Manchmal vergesse ich, warum frühere Programmierergenerationen so sparsam mit ihren Ressourcen umgegangen sind. OK, das stimmt jetzt auch nicht so 100%, die Microcontroller/IoT Leute machen immer noch einen unglaublichen Job, aus Hardware das letzte Quäntchen Leistung heraus zu drücken. Aber auf dem Desktop? Nein, nicht wirklich.
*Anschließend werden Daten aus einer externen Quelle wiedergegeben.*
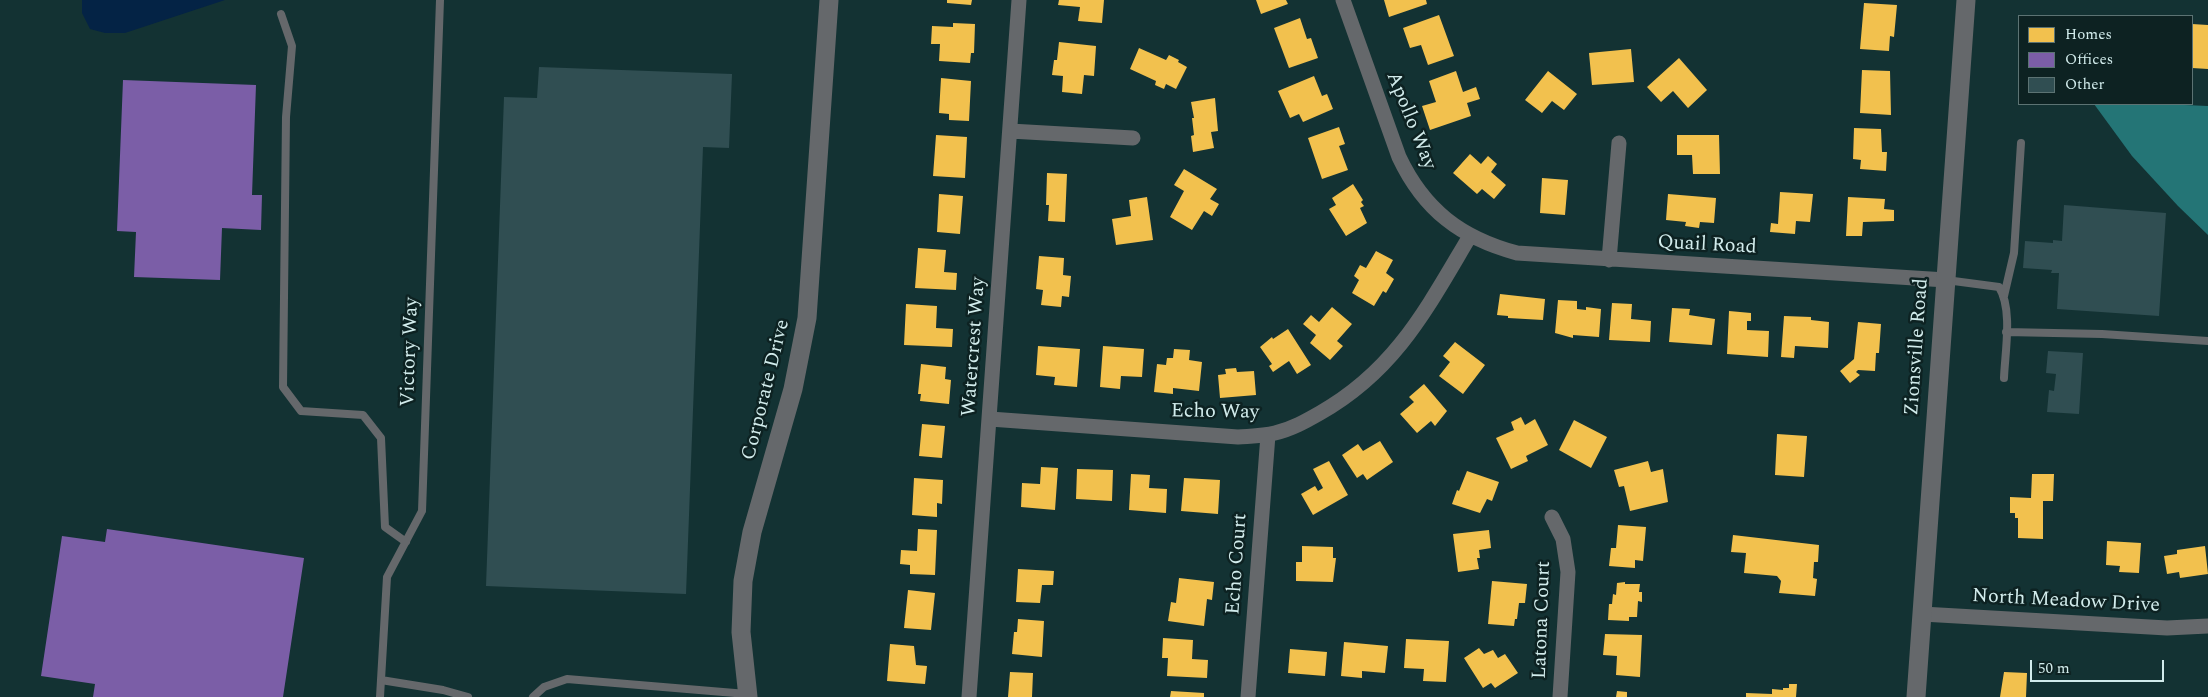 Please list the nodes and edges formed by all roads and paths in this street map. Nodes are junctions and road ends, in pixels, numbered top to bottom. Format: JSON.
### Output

Und vor der Chipkrise war es üblich sich einen neuen Rechner zu kaufen, falls der Alte zu langsam wurde.

Was ist der OOM-Killer?

Und so bekam ich eines schönen Tages einen Besuch vom OOM-Killer (Out Of Memory). Wer ihn nicht kennt, wenn dein Rechner unter Linux keinen RAM mehr hat, um zu funktionieren, dann fängt er an wahllos Programme zu beenden. Gut vielleicht nicht ganz wahllos, aber doch teilweise sehr überraschend. Genau genommen macht uns der OOM-Killer einen Gefallen. Anstatt das ganze System abstürzen zu lassen, werden einzelne Programme geopfert um den Rest zu retten. Schlecht wenn man das Programm gerade genutzt hat.
Kontrast zu Windows, da wird nix gekillt, da wird solange ausgelagert bis das System nicht mehr benutzbar ist und der User aus Frust neu startet.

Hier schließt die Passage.